Domestic violence (also called intimate partner violence (IPV), domestic abuse or relationship abuse) is a pattern of behaviors used by one partner to maintain power and control over another partner in an intimate relationship. As in many parts of Africa, unfortunately, domestic violence is a persistent problem within the Nigerian community and its diaspora. Within many ethnic groups, there is a deep cultural and traditional belief that it is socially acceptable to hit a woman in order to discipline her. It is an epidemic that continues to trail along society as the norm.

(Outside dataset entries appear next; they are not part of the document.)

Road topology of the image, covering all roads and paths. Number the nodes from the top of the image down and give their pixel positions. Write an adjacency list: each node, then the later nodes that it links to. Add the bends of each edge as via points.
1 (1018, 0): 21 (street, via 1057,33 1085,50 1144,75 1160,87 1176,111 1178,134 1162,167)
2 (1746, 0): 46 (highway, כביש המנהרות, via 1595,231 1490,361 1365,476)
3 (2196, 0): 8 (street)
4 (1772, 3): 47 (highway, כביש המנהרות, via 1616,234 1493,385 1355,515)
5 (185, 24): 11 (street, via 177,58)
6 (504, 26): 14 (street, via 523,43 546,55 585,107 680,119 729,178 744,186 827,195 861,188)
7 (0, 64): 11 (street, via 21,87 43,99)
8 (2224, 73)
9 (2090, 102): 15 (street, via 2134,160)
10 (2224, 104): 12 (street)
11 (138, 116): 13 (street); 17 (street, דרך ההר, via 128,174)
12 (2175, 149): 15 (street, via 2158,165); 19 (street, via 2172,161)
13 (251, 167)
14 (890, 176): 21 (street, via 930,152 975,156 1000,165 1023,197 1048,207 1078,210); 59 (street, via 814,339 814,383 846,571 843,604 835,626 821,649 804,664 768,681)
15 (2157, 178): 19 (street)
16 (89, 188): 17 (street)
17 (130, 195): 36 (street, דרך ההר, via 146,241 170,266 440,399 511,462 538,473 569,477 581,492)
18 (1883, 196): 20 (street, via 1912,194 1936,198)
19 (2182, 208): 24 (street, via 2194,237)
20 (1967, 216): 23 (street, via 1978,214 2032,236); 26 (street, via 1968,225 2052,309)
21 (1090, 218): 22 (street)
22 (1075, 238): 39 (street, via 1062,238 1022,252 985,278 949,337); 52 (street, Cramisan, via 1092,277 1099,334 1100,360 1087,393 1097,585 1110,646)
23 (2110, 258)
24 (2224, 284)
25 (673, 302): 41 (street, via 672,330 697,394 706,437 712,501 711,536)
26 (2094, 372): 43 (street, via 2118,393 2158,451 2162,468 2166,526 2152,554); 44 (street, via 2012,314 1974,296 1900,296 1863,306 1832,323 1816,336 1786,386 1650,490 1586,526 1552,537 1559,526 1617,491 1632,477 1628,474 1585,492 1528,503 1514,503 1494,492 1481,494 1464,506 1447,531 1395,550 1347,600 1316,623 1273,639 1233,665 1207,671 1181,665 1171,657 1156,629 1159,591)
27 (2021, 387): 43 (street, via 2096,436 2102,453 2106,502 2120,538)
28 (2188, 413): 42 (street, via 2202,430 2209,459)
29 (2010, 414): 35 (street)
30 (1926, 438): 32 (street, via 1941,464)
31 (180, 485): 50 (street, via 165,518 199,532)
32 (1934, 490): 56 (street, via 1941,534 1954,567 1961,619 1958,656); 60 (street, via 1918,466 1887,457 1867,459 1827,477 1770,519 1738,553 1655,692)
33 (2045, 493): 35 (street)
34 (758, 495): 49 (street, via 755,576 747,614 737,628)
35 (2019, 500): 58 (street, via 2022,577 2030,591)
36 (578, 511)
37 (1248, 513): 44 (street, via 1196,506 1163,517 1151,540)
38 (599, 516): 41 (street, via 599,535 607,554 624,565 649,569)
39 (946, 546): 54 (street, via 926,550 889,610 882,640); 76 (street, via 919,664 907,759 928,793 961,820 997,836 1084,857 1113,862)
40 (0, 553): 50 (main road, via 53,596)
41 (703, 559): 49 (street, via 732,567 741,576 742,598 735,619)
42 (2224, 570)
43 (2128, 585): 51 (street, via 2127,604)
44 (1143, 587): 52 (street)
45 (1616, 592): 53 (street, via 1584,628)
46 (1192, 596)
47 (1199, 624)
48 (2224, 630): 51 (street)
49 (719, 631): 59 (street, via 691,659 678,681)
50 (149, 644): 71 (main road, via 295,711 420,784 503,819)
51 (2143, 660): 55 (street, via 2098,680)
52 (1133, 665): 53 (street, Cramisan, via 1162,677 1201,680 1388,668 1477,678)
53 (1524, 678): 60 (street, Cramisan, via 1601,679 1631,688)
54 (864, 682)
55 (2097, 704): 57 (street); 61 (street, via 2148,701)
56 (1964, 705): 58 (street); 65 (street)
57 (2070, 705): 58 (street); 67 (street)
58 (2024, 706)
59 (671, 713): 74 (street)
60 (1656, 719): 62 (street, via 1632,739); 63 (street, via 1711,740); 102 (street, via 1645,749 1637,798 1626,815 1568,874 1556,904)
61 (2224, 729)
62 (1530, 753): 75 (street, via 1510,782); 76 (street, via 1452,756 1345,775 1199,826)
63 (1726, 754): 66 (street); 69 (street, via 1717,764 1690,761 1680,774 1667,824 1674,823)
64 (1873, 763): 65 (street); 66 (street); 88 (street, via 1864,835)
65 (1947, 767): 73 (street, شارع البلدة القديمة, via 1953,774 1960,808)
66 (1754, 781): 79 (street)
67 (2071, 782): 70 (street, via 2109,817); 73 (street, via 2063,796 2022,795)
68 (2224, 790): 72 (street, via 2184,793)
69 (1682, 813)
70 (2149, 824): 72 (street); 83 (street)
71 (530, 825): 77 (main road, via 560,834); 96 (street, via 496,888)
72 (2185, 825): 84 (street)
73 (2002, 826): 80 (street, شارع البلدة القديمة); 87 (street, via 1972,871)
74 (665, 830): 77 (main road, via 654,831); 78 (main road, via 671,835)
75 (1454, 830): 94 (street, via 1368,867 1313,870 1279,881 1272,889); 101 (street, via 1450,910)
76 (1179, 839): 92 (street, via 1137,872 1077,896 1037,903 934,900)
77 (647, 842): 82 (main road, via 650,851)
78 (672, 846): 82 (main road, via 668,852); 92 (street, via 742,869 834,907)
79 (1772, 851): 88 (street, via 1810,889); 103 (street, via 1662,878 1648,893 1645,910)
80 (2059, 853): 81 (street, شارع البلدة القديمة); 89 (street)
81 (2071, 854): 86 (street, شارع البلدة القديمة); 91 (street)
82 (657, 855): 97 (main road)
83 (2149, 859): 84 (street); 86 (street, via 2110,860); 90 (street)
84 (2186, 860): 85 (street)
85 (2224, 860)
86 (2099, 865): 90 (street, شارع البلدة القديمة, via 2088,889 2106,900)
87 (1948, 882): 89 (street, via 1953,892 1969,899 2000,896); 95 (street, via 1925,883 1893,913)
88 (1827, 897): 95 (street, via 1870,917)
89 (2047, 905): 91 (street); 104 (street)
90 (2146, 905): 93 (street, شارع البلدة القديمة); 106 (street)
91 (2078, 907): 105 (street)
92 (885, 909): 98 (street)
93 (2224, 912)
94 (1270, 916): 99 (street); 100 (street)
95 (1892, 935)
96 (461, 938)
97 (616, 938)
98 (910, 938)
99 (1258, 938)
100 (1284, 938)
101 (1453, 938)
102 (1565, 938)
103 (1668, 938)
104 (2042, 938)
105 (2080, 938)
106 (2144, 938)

In Nigeria, domestic violence is prevalent in all sectors. It can be seen among the educated and the illiterate, the wealthy and the poor, the religious and the traditionalist. It cuts across all of Nigeria, due to the strong patriarchal ties. While Nigeria is a multicultural society comprised of many different ethnic groups, each with their own traditional value system, what they all have in common is a view of the male as an authority figure who deserves automatic “respect” from his wife. This includes the expectation that a wife must always submit to her husband. Women are often viewed as subordinate, while men are rendered the head of the household. 

The National Democratic Institute campaign launched in Nigeria

Women of all ages, whether single or married, career professional or stay at home wife, are at risk of experiencing domestic violence. In many local communities, domestic violence is believed to only happen to women who nag, disobey or disrespect the authority of their husband. If the man is abusive, it is attributed to the woman simply not being a “good wife.” In settings like these, women often bear their pain and grief in silence–often due to shame or guilt, for the sake and protection of their children, because of lack of family support, or the unfortunate belief that the man will eventually change his ways. “African traditions,” conveniently ignore values like basic respect and equal treatment for all humans, which allows for the justification of abuse and violence against women. Women are thus disadvantaged in an unabashedly patriarchal society that does little to acknowledge their rights.

Domestic violence against Nigerian women extends beyond the country’s borders and occurs in the homes of many Nigerians living overseas. In the United States, between 2006 and 2008, a disproportionate number of Nigerian women–majority of them being nurses–had been killed by their partners. They were either shot, stabbed or bludgeoned to death. In 2011, the National Association of Nigerian Nurses in North America (NANNA) conducted an informal investigation to determine the leading factors that promoted these acts of terror. Their findings revealed that for Nigerian women, specifically the nurses in the US, the leading factors for abuse were that they earned more than their partners and worked long hours. These factors kept them from what their partners perceived to be their domestic duties and led to suspicions of infidelity. Additionally, it exposed the clash between the patriarchy that Nigerian men are accustomed to back in Nigeria and the feminism that acculturated Nigerian woman embodied. Women were accused of “losing their identity” and “being corrupted” in the U.S. In Nigeria, the balance of power most of the time is in the man’s hands, so he has less recourse to violence. There are currently no enforcement laws against domestic violence in Nigeria. 

Image courtesy of Women for Women International

Many Nigerians have been desensitized to the damaging effects of violence against women, due to their own childhood experiences. Though there has been push back and a lack of interest to discuss the trauma and its negative effects, there are initiatives that target domestic violence in Nigeria. Women for Women International is an organization that supports marginalized women in countries affected by conflict and war. Their programs enable women to earn and save money, improve their health and well-being through social and economic empowerment. They work within 9 conflict affected countries around the world, with Nigeria being one of them. With limited access to health services and education, patriarchal norms, and domestic violence, Nigerian women struggle with socio-economic opportunities and equality. In Nigeria, Women for Women International has a program that offers Nigerian women a constructive and dignified way to regain control of their lives. Domestic violence needs to be radically addressed within African communities and it is clear that women empowerment is a strategy that faces these challenges head on.